The labelled data has the format of: `token` `\t` `tag`
- one token per line
- token and tag separated by tab 
- single empty lines that separates sentences

For the labels, they are slightly different for different datasets.
- SG, CN (Entity):
    - B-*: Beginning of entity
    - I-*: Inside of entity
    - O: Outside of any entity
- EN, AL (Phrase):
    - B-VP: Beginning of Verb Phrase
    - I-VP: Inside of Verb Phrase
    - *-NP: Noun Phrase
    - *PP: Propositional Phrase
    - O: Outside of any phrase

*Goal*: Build sequence labelling systems from training data (x) and use it to predict tag sequences for new sentences (y).

## Team members 
- Andri Setiawan Susanto
- Eldon Lim 
- Tey Siew Wen

## Part 1
Already completed individually.

## Part 2

a) Write a function that estimates the emission parameters from the training set using MLE (maximum likelihood estimation):

b)

1. Make a modified training set by replacing those words that appear $<k$ times in the training set with a special word token `#UNK#` before training.
2. During testing phase, ifaworddoesnot appear in the modified training set, we also replace that wordwith `#UNK#`.
3. Compute Emission Paramters with the function in (a)

For all the four datasets EN, AL, CN, and SG, learn these parameters with `train`, and evaluate your
system on the development set `dev.in` for each of the dataset. Write your output to `dev.p2.out`
for the four datasets respectively.

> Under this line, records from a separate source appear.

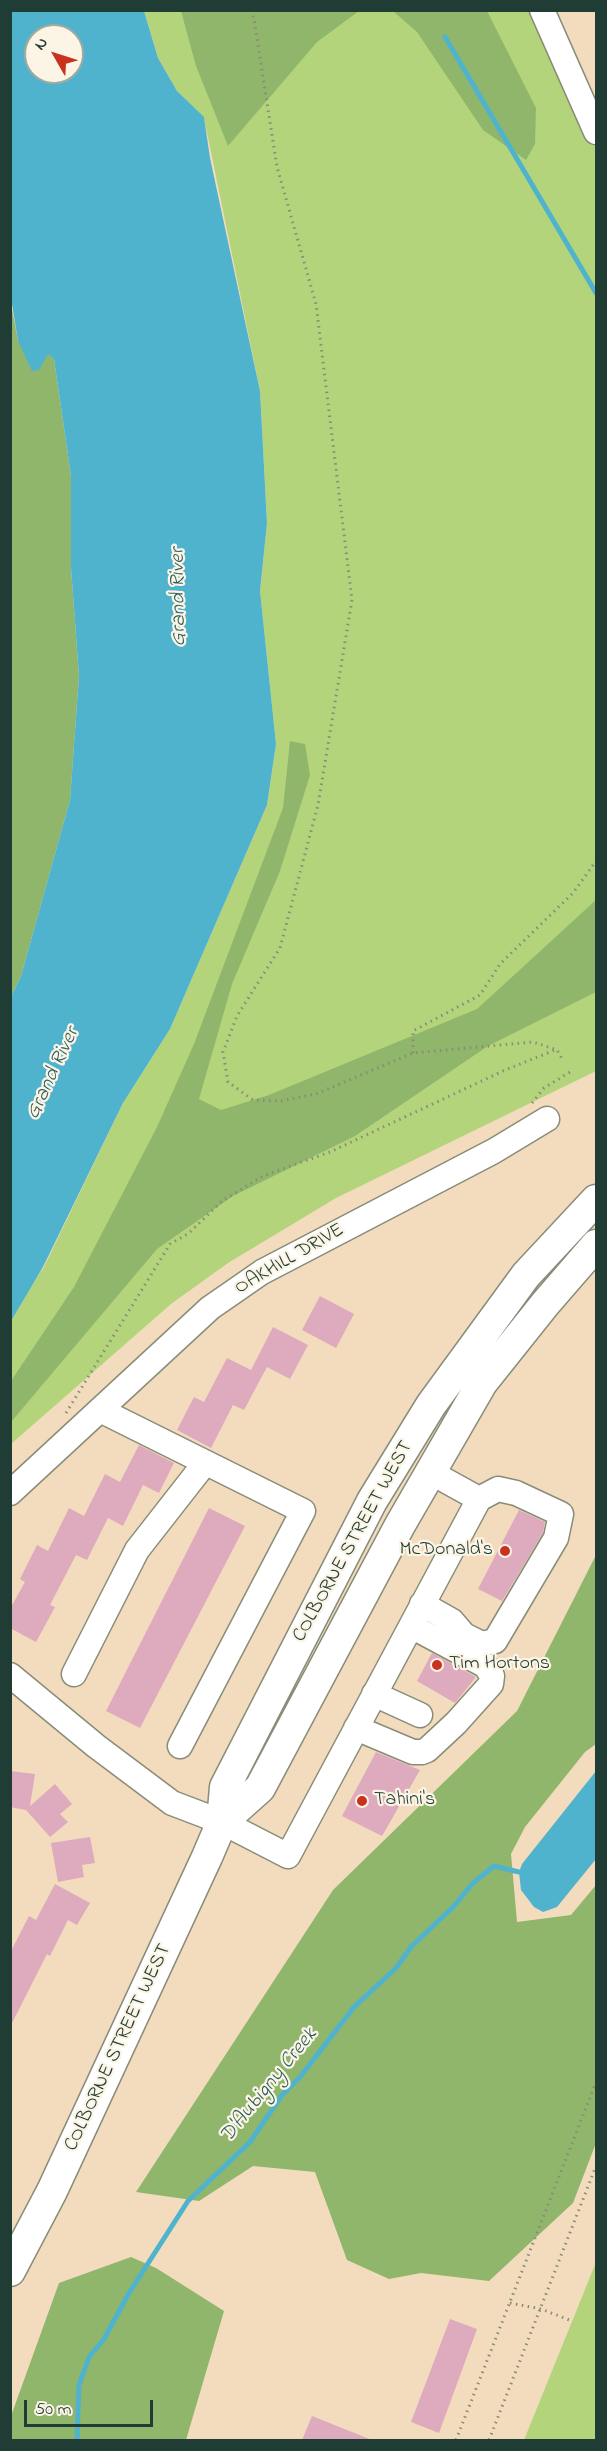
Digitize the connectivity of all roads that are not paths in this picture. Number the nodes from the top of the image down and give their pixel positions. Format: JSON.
{"nodes":[{"id":1,"x":542,"y":10,"type":"edge"},
{"id":2,"x":597,"y":132,"type":"edge"},
{"id":3,"x":547,"y":1119,"type":"dead end"},
{"id":4,"x":597,"y":1200,"type":"edge"},
{"id":5,"x":597,"y":1245,"type":"edge"},
{"id":6,"x":100,"y":1410,"type":"junction"},
{"id":7,"x":205,"y":1463,"type":"junction"},
{"id":8,"x":430,"y":1472,"type":"junction"},
{"id":9,"x":10,"y":1493,"type":"edge"},
{"id":10,"x":479,"y":1499,"type":"junction"},
{"id":11,"x":422,"y":1605,"type":"junction"},
{"id":12,"x":411,"y":1626,"type":"junction"},
{"id":13,"x":74,"y":1674,"type":"dead end"},
{"id":14,"x":10,"y":1675,"type":"edge"},
{"id":15,"x":374,"y":1694,"type":"junction"},
{"id":16,"x":420,"y":1715,"type":"dead end"},
{"id":17,"x":356,"y":1728,"type":"junction"},
{"id":18,"x":180,"y":1746,"type":"dead end"},
{"id":19,"x":222,"y":1822,"type":"junction"},
{"id":20,"x":10,"y":2271,"type":"edge"}],
"edges":[{"from":1,"to":2,"type":"street"},
{"from":3,"to":6,"type":"street","name":"OAKHILL DRIVE"},
{"from":4,"to":19,"type":"main road","name":"COLBORNE STREET WEST"},
{"from":5,"to":8,"type":"main road","name":"COLBORNE STREET WEST"},
{"from":6,"to":7,"type":"street"},
{"from":6,"to":9,"type":"street","name":"OAKHILL DRIVE"},
{"from":7,"to":13,"type":"street"},
{"from":7,"to":18,"type":"street"},
{"from":8,"to":10,"type":"street"},
{"from":8,"to":19,"type":"main road","name":"COLBORNE STREET WEST"},
{"from":10,"to":11,"type":"street"},
{"from":10,"to":11,"type":"street"},
{"from":11,"to":12,"type":"street"},
{"from":12,"to":15,"type":"street"},
{"from":12,"to":17,"type":"street"},
{"from":14,"to":19,"type":"street"},
{"from":15,"to":16,"type":"street"},
{"from":15,"to":17,"type":"street"},
{"from":17,"to":19,"type":"street"},
{"from":19,"to":20,"type":"main road","name":"COLBORNE STREET WEST"}]}
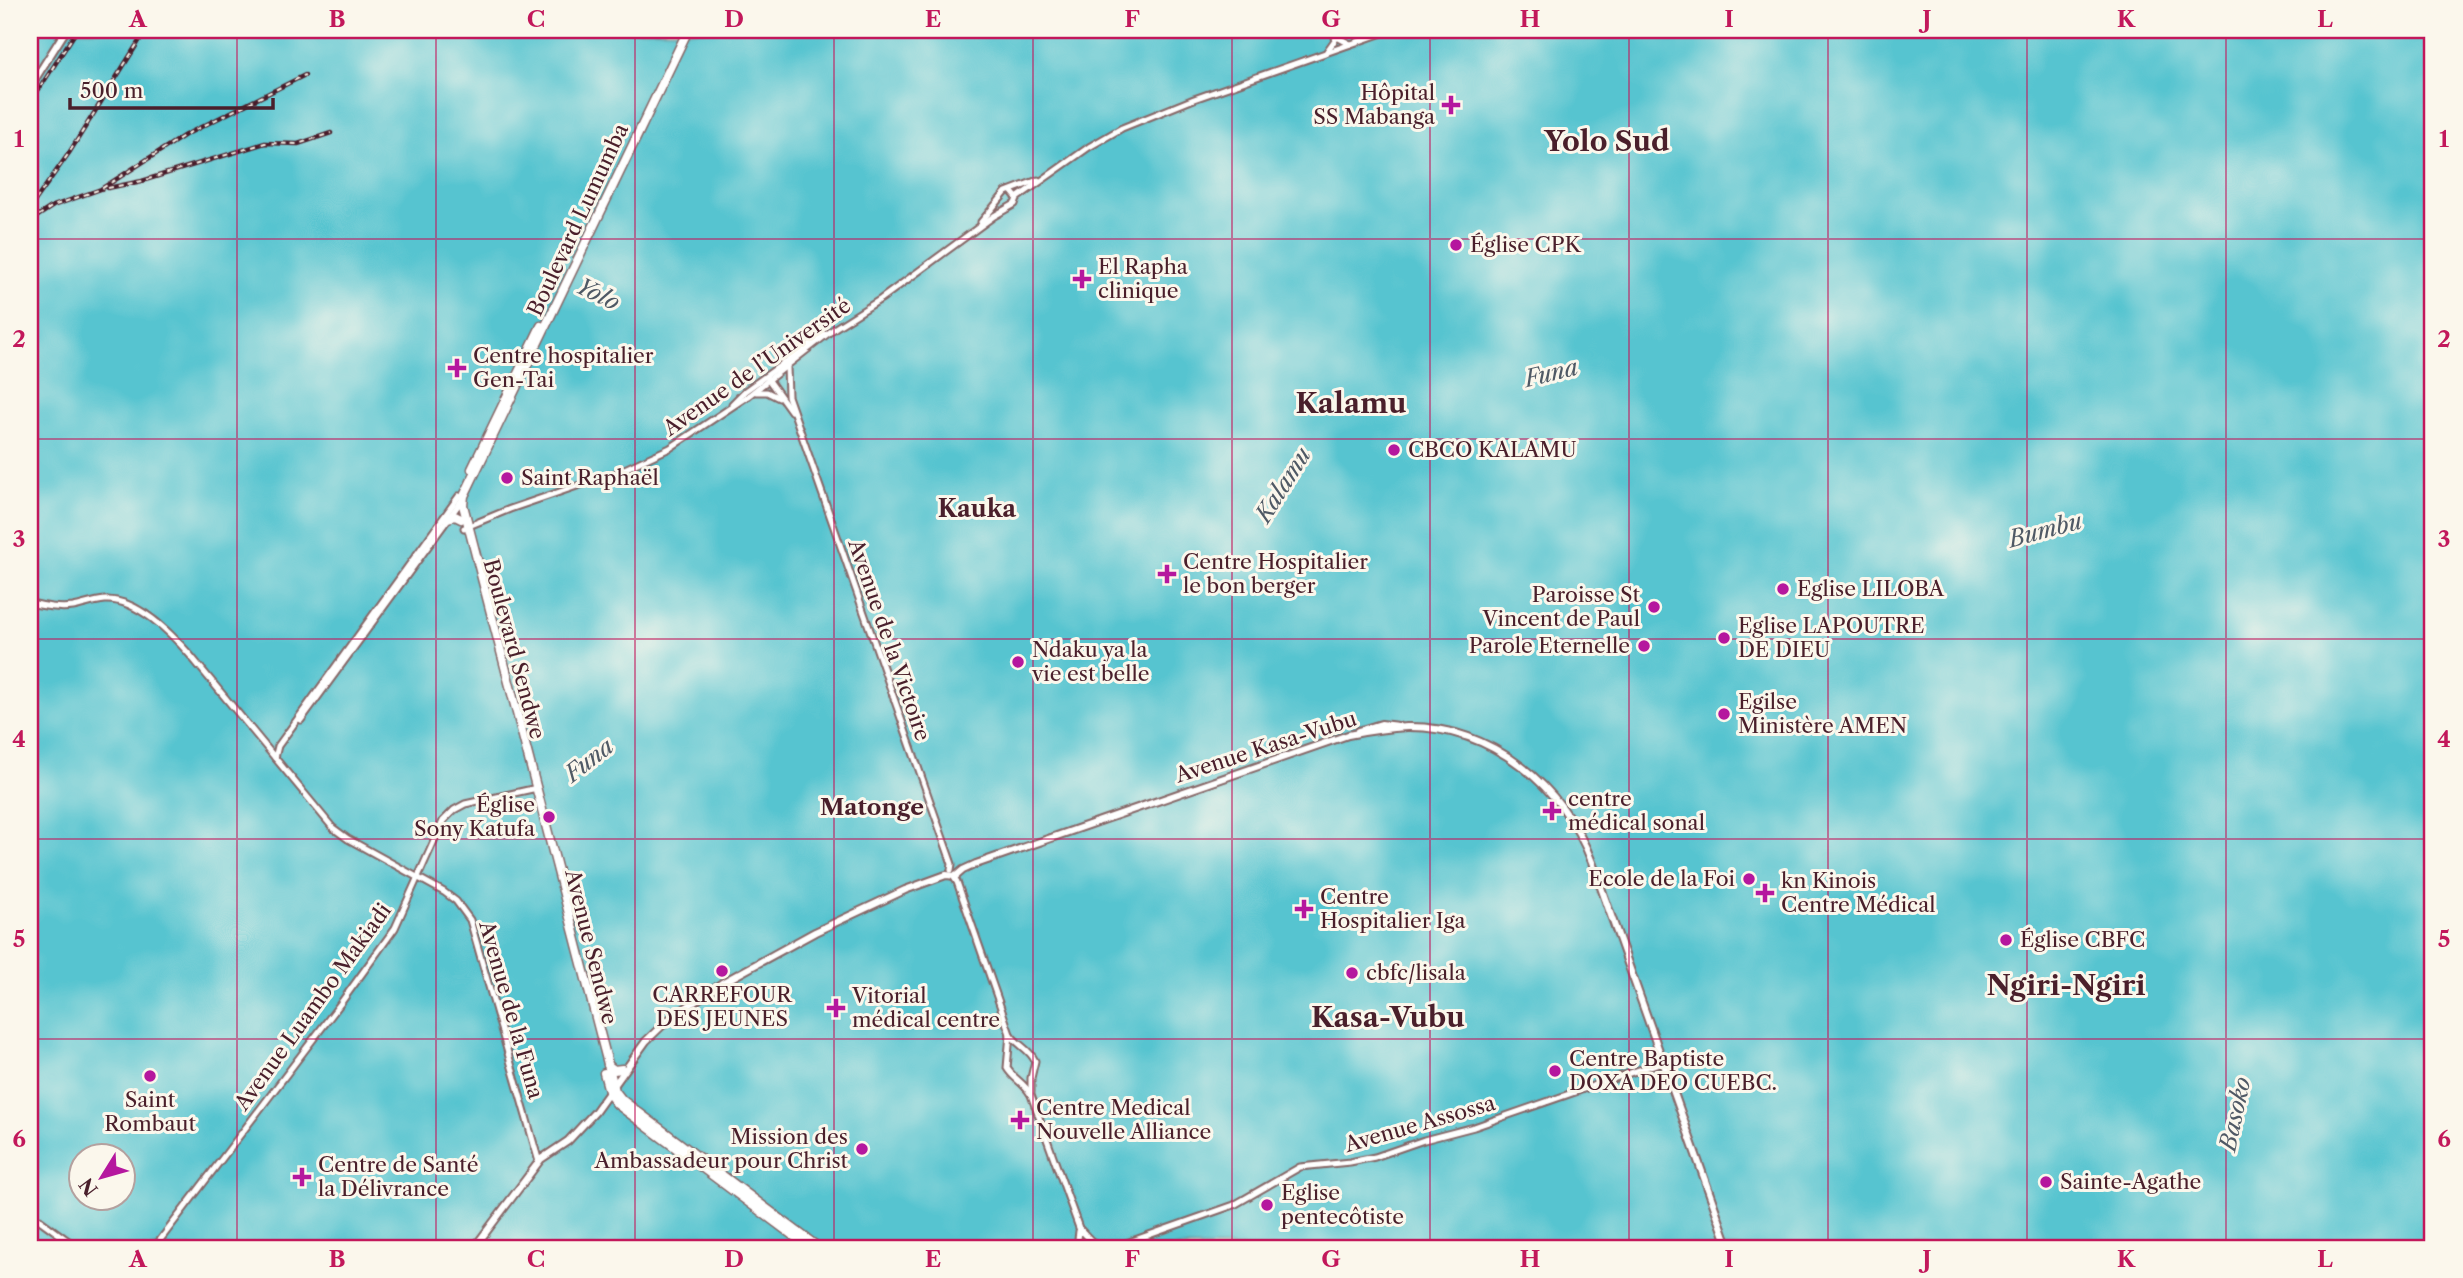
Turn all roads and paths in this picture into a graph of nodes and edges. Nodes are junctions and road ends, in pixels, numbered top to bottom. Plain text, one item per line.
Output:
1 (66, 30) edge
2 (682, 30) edge
3 (688, 30) edge
4 (1391, 30) edge
5 (1350, 44) junction
6 (1325, 53) junction
7 (30, 87) edge
8 (1044, 177) junction
9 (1012, 191) junction
10 (1003, 198) junction
11 (1017, 198) junction
12 (1009, 206) junction
13 (974, 231) junction
14 (561, 290) junction
15 (835, 328) junction
16 (801, 356) junction
17 (785, 365) junction
18 (788, 377) junction
19 (768, 378) junction
20 (753, 392) junction
21 (783, 400) junction
22 (728, 410) junction
23 (795, 418) junction
24 (460, 500) junction
25 (447, 518) junction
26 (464, 522) junction
27 (30, 603) edge
28 (311, 702) junction
29 (1397, 717) dead end
30 (1386, 719) dead end
31 (1397, 726) junction
32 (1367, 727) junction
33 (1407, 727) junction
34 (1348, 735) junction
35 (274, 748) junction
36 (277, 760) junction
37 (535, 788) junction
38 (539, 805) joint
39 (955, 873) junction
40 (418, 877) junction
41 (575, 950) junction
42 (1010, 1034) junction
43 (1022, 1049) junction
44 (1008, 1055) junction
45 (1662, 1062) junction
46 (608, 1065) junction
47 (624, 1067) junction
48 (1032, 1072) junction
49 (1017, 1078) junction
50 (612, 1092) junction
51 (1031, 1095) junction
52 (596, 1109) junction
53 (539, 1162) junction
54 (30, 1213) edge
55 (1079, 1228) junction
56 (1094, 1245) edge
57 (78, 1248) edge
58 (153, 1248) edge
59 (474, 1248) edge
60 (810, 1248) edge
61 (819, 1248) edge
62 (1078, 1248) edge
63 (1111, 1248) edge
64 (1729, 1248) edge

1 - 7 main road
2 - 14 highway, Boulevard Lumumba
3 - 14 highway, Boulevard Lumumba
4 - 5 main road
5 - 6 main road
5 - 6 main road
6 - 8 main road
8 - 9 main road
8 - 11 main road
9 - 10 main road
9 - 11 main road
10 - 12 main road
10 - 13 main road, Avenue de l’Université
11 - 12 main road
12 - 13 main road, Avenue de l’Université
13 - 15 main road, Avenue de l’Université
14 - 24 highway, Boulevard Lumumba
15 - 16 main road, Avenue de l’Université
15 - 17 main road
16 - 17 main road, Avenue de l’Université
16 - 18 main road
17 - 18 main road
17 - 19 main road, Avenue de l’Université
18 - 23 main road
19 - 20 main road, Avenue de l’Université
19 - 21 main road
19 - 22 main road
20 - 21 main road
20 - 22 main road, Avenue de l’Université
21 - 23 main road
22 - 26 main road, Avenue de l’Université
23 - 39 main road, Avenue de la Victoire
24 - 25 main road, Boulevard Lumumba
24 - 26 highway
24 - 28 main road, Boulevard Lumumba
25 - 26 highway
25 - 28 main road, Boulevard Lumumba
26 - 37 highway, Boulevard Sendwe
27 - 35 main road, Avenue de la Funa
28 - 35 main road, Boulevard Lumumba
29 - 31 main road
30 - 32 main road
31 - 32 main road
31 - 33 main road
32 - 34 main road
33 - 34 main road, Avenue Kasa-Vubu
33 - 45 main road, Avenue Kasa-Vubu
34 - 39 main road, Avenue Kasa-Vubu
35 - 36 main road, Avenue de la Funa
35 - 36 main road
36 - 40 main road, Avenue de la Funa
37 - 38 highway, Boulevard Sendwe
37 - 40 main road, Avenue Luambo Makiadi
38 - 41 highway, Avenue Sendwe
39 - 42 main road, Avenue de la Victoire
39 - 47 main road, Avenue Kasa-Vubu
40 - 53 main road, Avenue de la Funa
40 - 58 main road, Avenue Luambo Makiadi
41 - 46 highway, Avenue Sendwe
41 - 50 highway, Avenue Sendwe
42 - 43 main road
42 - 44 main road
43 - 44 main road
43 - 48 main road
44 - 49 main road
45 - 63 main road, Avenue Assossa
45 - 64 main road, Avenue Kasa-Vubu
46 - 47 highway
46 - 50 highway, Avenue Sendwe
47 - 50 main road, Avenue Kasa-Vubu
48 - 49 main road
48 - 51 main road
49 - 51 main road
50 - 52 main road, Avenue Kasa-Vubu
50 - 52 highway
50 - 60 highway
50 - 61 highway
51 - 55 main road
52 - 53 main road
53 - 59 main road
54 - 57 main road
55 - 56 main road
55 - 62 main road
56 - 62 main road
56 - 63 main road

Compare your outputs and the gold-standard outputs in `dev.out`
and report the precision, recall and F scores of such a baseline system for each dataset.

In [1]:
## FAST BUT NOT STABLE, ONLY FIX IF HAVE SPARE TIME ##

import numpy as np
import pandas as pd
from collections import defaultdict, Counter

def emissionPara(arr, k, replaceWord):
    """
    calculates the emission probabilities given a numpy array containing arrays of [(x,y)]
    
    returns:
    emission_dict => a dictionary in the form of {(x,y): probability}
    valid_x => list of x that has occurences more or equal to k times.
    xy_dic => a dictionary in the form of {x: y} where y is the most probable label given x
    """
    x_counter = defaultdict(int)
    y_counter = defaultdict(int)
    xy_counter = defaultdict(int)
    x_labels = defaultdict(list)
    emission_params = {}
    xy_dict = {}

    obs = 0
    for x_y in arr:
        x, y = x_y[0].split(" ")
        obs += 1
        x_counter[x] += 1
        y_counter[y] += 1
        xy_counter[x,y] += 1
        if y not in x_labels[x]:
            x_labels[x].append(y)
        
    x_to_replace = [x for x in x_counter if x_counter[x] < k]
    print(f"There are {obs} observations")
    print(f"{len(x_to_replace)} values of x is to be replaced ")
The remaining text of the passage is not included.